By Martin Bright
April 15, 2010
Deep in the North Devon countryside, just outside Barnstaple, you can find a very eccentric collection of military vehicles. The Cobbaton Combat Collection is one man's obsession: tanks and armoured vehicles from various wars, uniforms, weaponry. All very Boy's Own.
I visited last weekend out of curiosity and stumbled upon a corner of the collection dedicated to Holocaust memorabilia - respectfully done I hasten to add. There were some of the famous photographs of the liberation of Belsen, a yellow star, but the star exhibit was a hand-carved wooden head of a camp guard.
According to the owner of the collection, this detailed effigy was made by a prisoner in order to identify hi Nazi tormentor after the war, so he could be tracked down for the crimes he committed.

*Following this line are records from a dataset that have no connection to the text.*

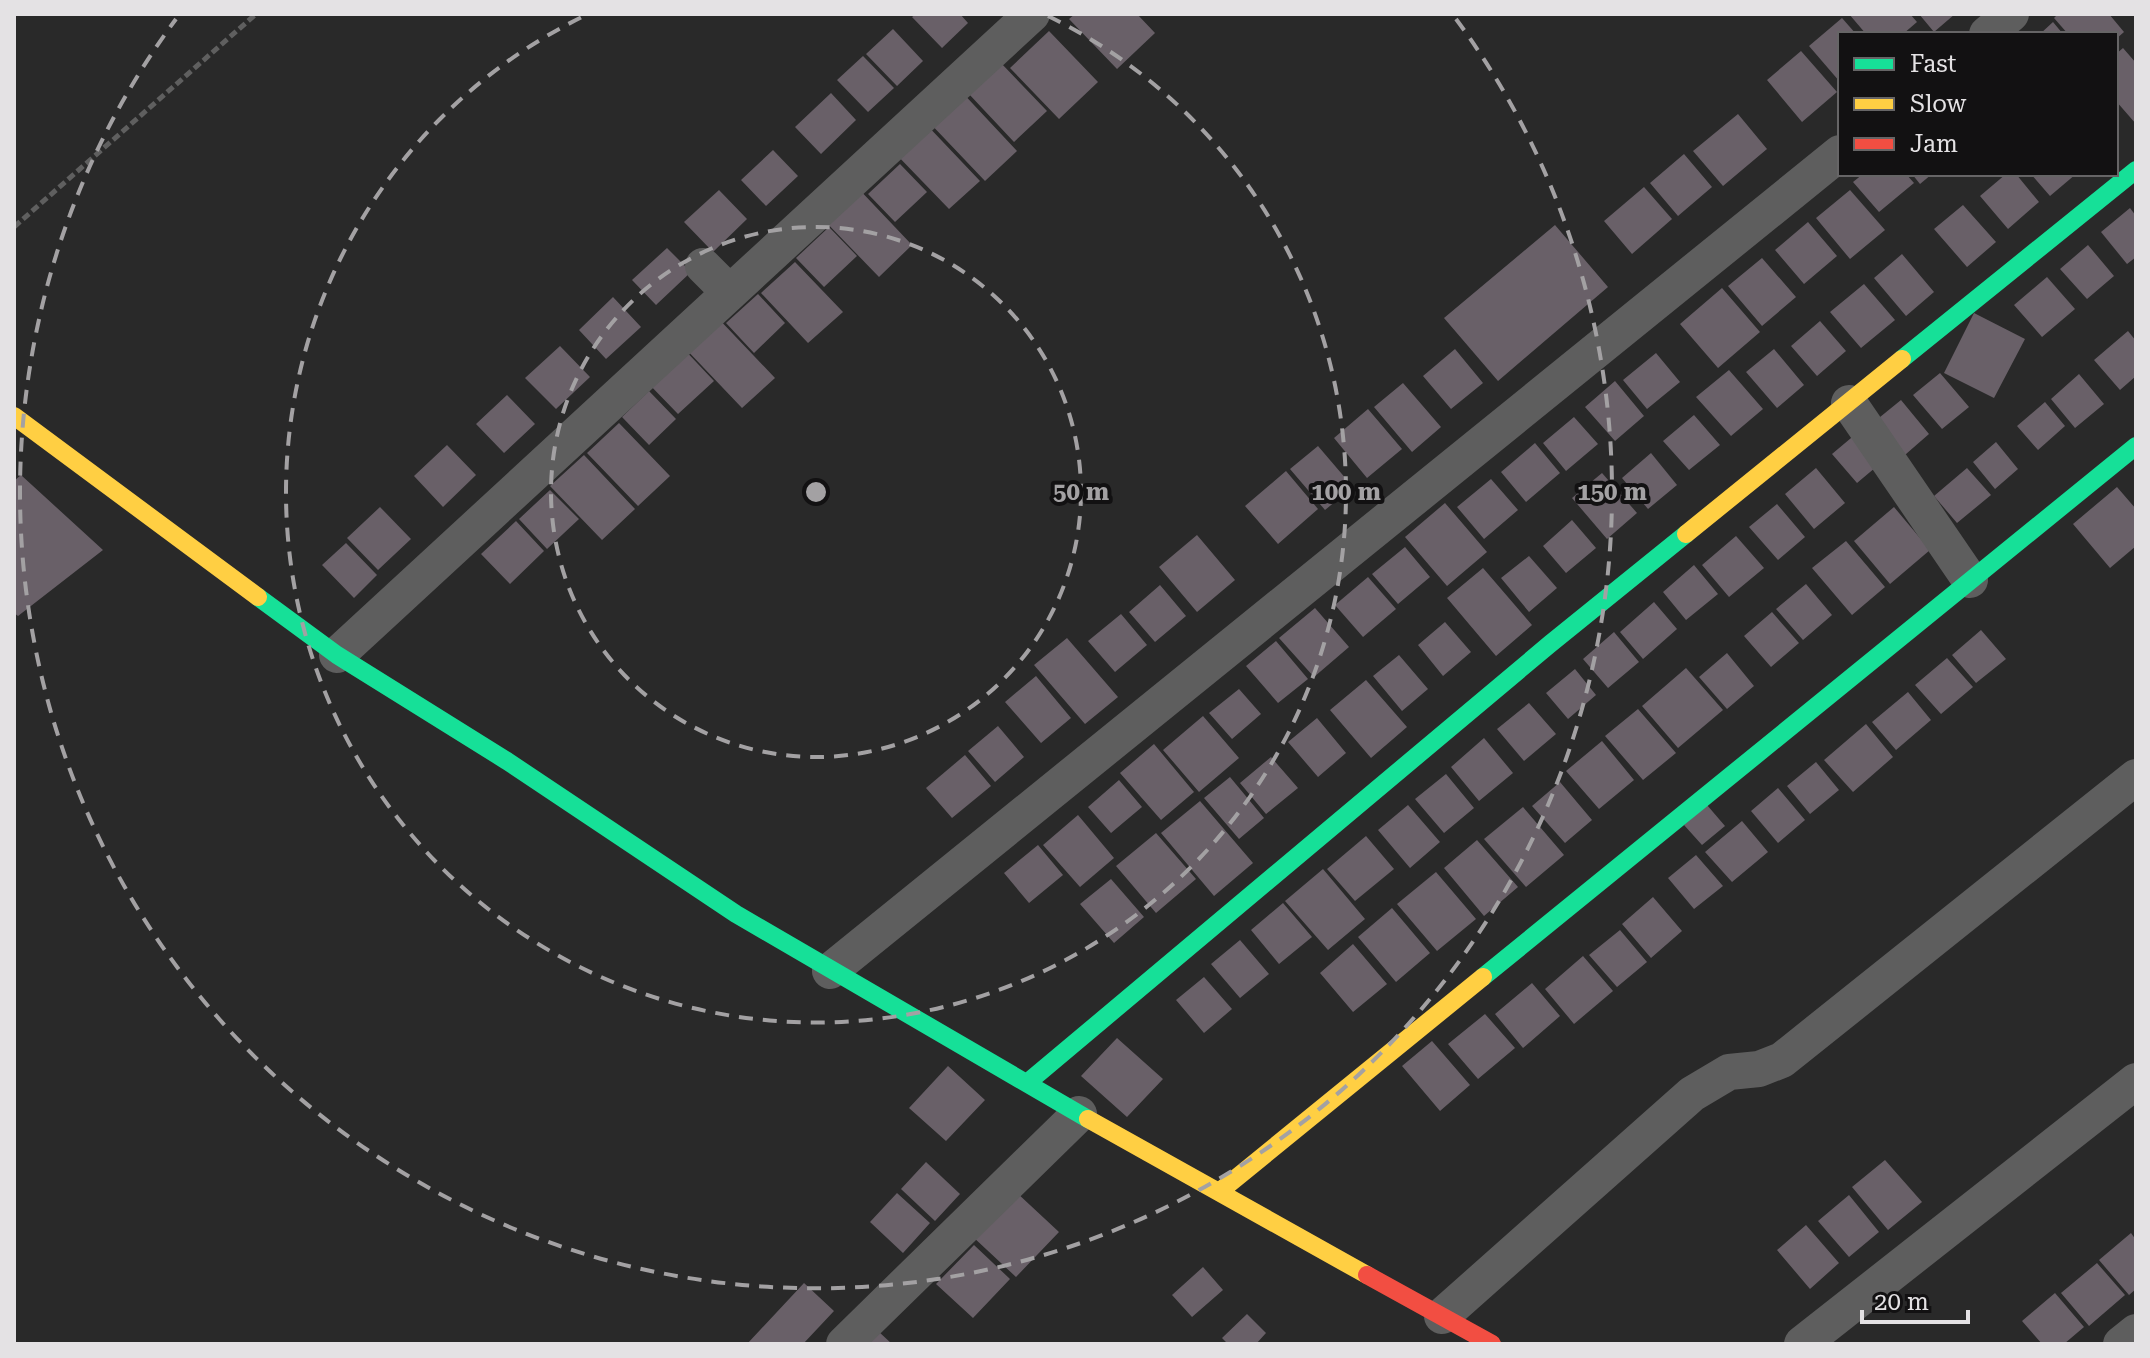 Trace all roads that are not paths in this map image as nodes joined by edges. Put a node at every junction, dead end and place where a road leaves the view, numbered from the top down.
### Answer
1 (1032, 14) edge
2 (2011, 14) edge
3 (1989, 32) edge
4 (1838, 155) edge
5 (2136, 170) edge
6 (703, 266) dead end
7 (729, 292) junction
8 (1849, 403) junction
9 (14, 416) edge
10 (2136, 446) edge
11 (1970, 580) junction
12 (337, 655) junction
13 (2136, 777) edge
14 (830, 971) junction
15 (2136, 1081) edge
16 (1027, 1083) junction
17 (1079, 1114) junction
18 (1219, 1192) junction
19 (1442, 1316) junction
20 (2136, 1332) edge
21 (844, 1344) edge
22 (1492, 1344) edge
23 (1802, 1344) edge
24 (2121, 1344) edge

1 - 7 street
2 - 3 street
4 - 14 street
5 - 8 street
6 - 7 street
7 - 12 street
8 - 11 street
8 - 16 street
9 - 12 street
10 - 11 street
11 - 18 street
12 - 14 street
13 - 19 street
14 - 16 street
15 - 23 street
16 - 17 street
17 - 18 street
17 - 21 street
18 - 19 street
19 - 22 street
20 - 24 street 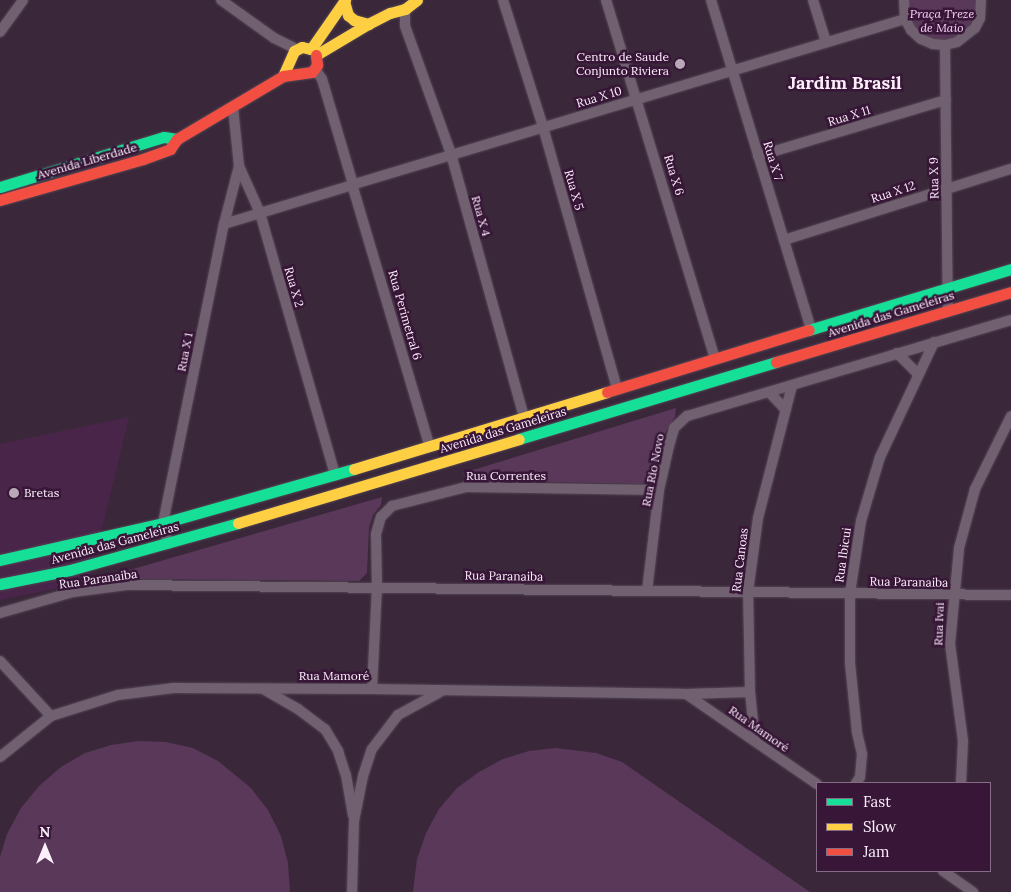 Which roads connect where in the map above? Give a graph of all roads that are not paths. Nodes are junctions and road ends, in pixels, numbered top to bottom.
1 (23, 0) edge
2 (220, 0) edge
3 (417, 0) edge
4 (503, 0) edge
5 (606, 0) edge
6 (711, 0) edge
7 (813, 0) edge
8 (904, 0) edge
9 (981, 0) edge
10 (344, 1) edge
11 (405, 5) edge
12 (390, 13) junction
13 (905, 19) junction
14 (368, 24) junction
15 (405, 26) junction
16 (0, 32) edge
17 (826, 42) junction
18 (946, 45) junction
19 (292, 56) junction
20 (315, 69) junction
21 (732, 70) junction
22 (299, 74) junction
23 (283, 76) junction
24 (638, 98) junction
25 (946, 100) junction
26 (233, 107) junction
27 (543, 127) junction
28 (177, 140) junction
29 (451, 154) junction
30 (758, 156) junction
31 (239, 166) junction
32 (1011, 169) edge
33 (353, 185) junction
34 (0, 187) edge
35 (947, 188) junction
36 (0, 200) edge
37 (260, 213) junction
38 (224, 224) junction
39 (784, 240) junction
40 (1011, 269) edge
41 (948, 288) junction
42 (1011, 292) edge
43 (948, 311) junction
44 (1011, 320) edge
45 (811, 329) junction
46 (934, 342) junction
47 (897, 353) junction
48 (715, 358) junction
49 (918, 374) junction
50 (792, 386) junction
51 (617, 388) junction
52 (770, 393) junction
53 (786, 410) junction
54 (524, 416) junction
55 (1011, 416) edge
56 (506, 444) junction
57 (430, 447) junction
58 (334, 475) junction
59 (659, 490) junction
60 (163, 523) junction
61 (168, 544) junction
62 (0, 560) edge
63 (0, 584) edge
64 (377, 587) junction
65 (647, 590) junction
66 (748, 592) junction
67 (850, 593) junction
68 (953, 595) junction
69 (1011, 595) edge
70 (0, 613) edge
71 (0, 661) edge
72 (261, 688) junction
73 (372, 689) junction
74 (442, 692) junction
75 (750, 692) junction
76 (686, 694) junction
77 (51, 716) junction
78 (755, 741) junction
79 (0, 757) edge
80 (346, 776) junction
81 (362, 776) junction
82 (857, 782) edge
83 (961, 782) edge
84 (816, 783) edge
85 (354, 821) junction
86 (944, 872) edge
87 (352, 892) edge
88 (974, 892) edge

1 - 16 street
2 - 19 street
3 - 11 main road
4 - 27 street, Rua X 5
5 - 24 street, Rua X 6
6 - 21 street, Rua X 7
7 - 17 street
8 - 13 street
9 - 18 street
10 - 14 main road
10 - 19 main road
11 - 12 main road
11 - 15 street, Rua X 4
12 - 14 main road
12 - 15 street, Rua X 4
13 - 17 street, Rua X 10
13 - 18 street
14 - 20 main road
15 - 29 street, Rua X 4
17 - 21 street, Rua X 10
18 - 25 street, Rua X 9
19 - 22 main road
19 - 23 main road
20 - 22 main road, Avenida Liberdade
20 - 33 street, Rua Perimetral 6
21 - 24 street, Rua X 10
21 - 30 street, Rua X 7
22 - 23 main road, Avenida Liberdade
23 - 26 main road, Avenida Liberdade
24 - 27 street, Rua X 10
24 - 48 street, Rua X 6
25 - 30 street, Rua X 11
25 - 35 street, Rua X 9
26 - 28 main road, Avenida Liberdade
26 - 31 street, Rua X 2
27 - 29 street, Rua X 10
27 - 51 street, Rua X 5
28 - 34 main road, Avenida Liberdade
28 - 36 main road, Avenida Liberdade
29 - 33 street, Rua X 10
29 - 54 street, Rua X 4
30 - 39 street, Rua X 7
31 - 37 street, Rua X 2
31 - 38 street, Rua X 1
32 - 35 street, Rua X 12
33 - 37 street, Rua X 10
33 - 57 street, Rua Perimetral 6
35 - 39 street, Rua X 12
35 - 41 street, Rua X 9
37 - 38 street, Rua X 10
37 - 58 street, Rua X 2
38 - 60 street, Rua X 1
39 - 45 street, Rua X 7
40 - 41 main road, Avenida das Gameleiras
41 - 43 street, Rua X 9
41 - 45 main road, Avenida das Gameleiras
42 - 43 main road, Avenida das Gameleiras
43 - 56 main road, Avenida das Gameleiras
44 - 46 street, Rua Rio Novo
45 - 48 main road, Avenida das Gameleiras
46 - 47 street, Rua Rio Novo
46 - 49 street, Rua Ibicui
47 - 49 street
47 - 50 street, Rua Rio Novo
48 - 51 main road, Avenida das Gameleiras
49 - 67 street, Rua Ibicui
50 - 52 street, Rua Rio Novo
50 - 53 street, Rua Canoas
51 - 54 main road, Avenida das Gameleiras
52 - 53 street
52 - 59 street, Rua Rio Novo
53 - 66 street, Rua Canoas
54 - 56 main road
54 - 57 main road, Avenida das Gameleiras
55 - 68 street, Rua Ivai
56 - 61 main road, Avenida das Gameleiras
57 - 58 main road, Avenida das Gameleiras
58 - 60 main road, Avenida das Gameleiras
59 - 64 street, Rua Correntes
59 - 65 street, Rua Rio Novo
60 - 61 street, Rua X 1
60 - 62 main road, Avenida das Gameleiras
61 - 63 main road, Avenida das Gameleiras
64 - 65 street, Rua Paranaiba
64 - 70 street, Rua Paranaiba
64 - 73 street, Rua Correntes
65 - 66 street, Rua Paranaiba
66 - 67 street, Rua Paranaiba
66 - 75 street, Rua Canoas
67 - 68 street, Rua Paranaiba
67 - 82 street, Rua Ibicui
68 - 69 street, Rua Paranaiba
68 - 83 street, Rua Ivai
71 - 77 street
72 - 73 street, Rua Mamoré
72 - 77 street, Rua Mamoré
72 - 80 street
73 - 74 street, Rua Mamoré
74 - 76 street, Rua Mamoré
74 - 81 street
75 - 76 street, Rua Mamoré
75 - 78 street, Rua Canoas
76 - 78 street, Rua Mamoré
77 - 79 street, Rua Mamoré
78 - 84 street, Rua Mamoré
80 - 81 street
80 - 85 street
81 - 85 street
85 - 87 street
86 - 88 street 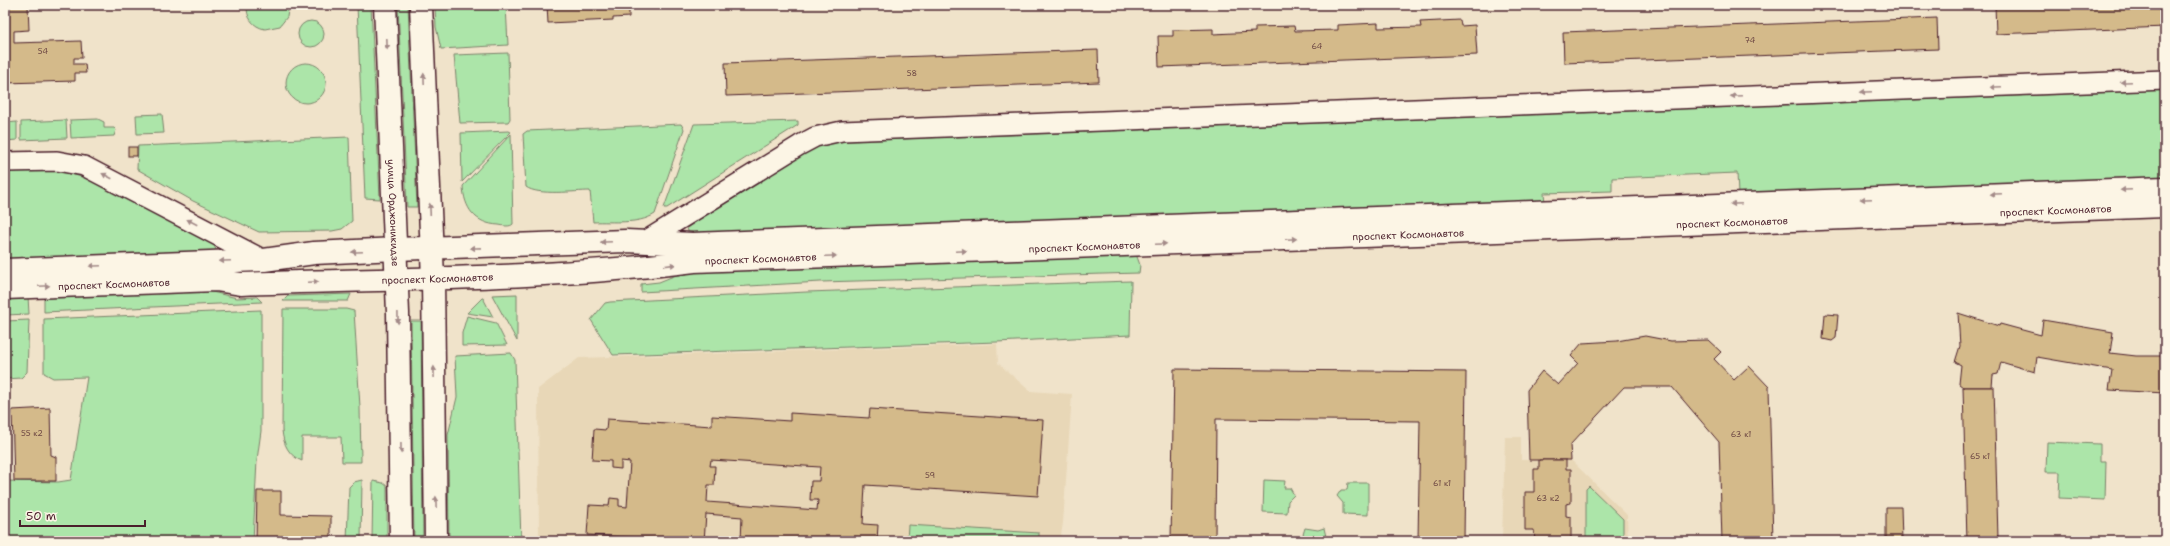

The chilling object had been passed to the collection after it had been acquired at auction by a man whose wife wouldn't have it in the house. On closer examination it turned out to have been made out of several small pieces of wood collected around the camp and expertly jointed together. The only marking on the gruesome bust was the word "genocide" crudely written on the bottom in pokerwork.
The story that went with the wooden head was that its original creator had never found the guard, but kept the awful thing with him until he died, just in case.
I didn't have a camera with me at the time, but I will try to get a photograph to post here. For some reason the thought of this object of hate, lovingly carved has really left an impression. A work of art of sorts, but of the most hideous kind.
I'd be interested if anyone knows of any other such stories.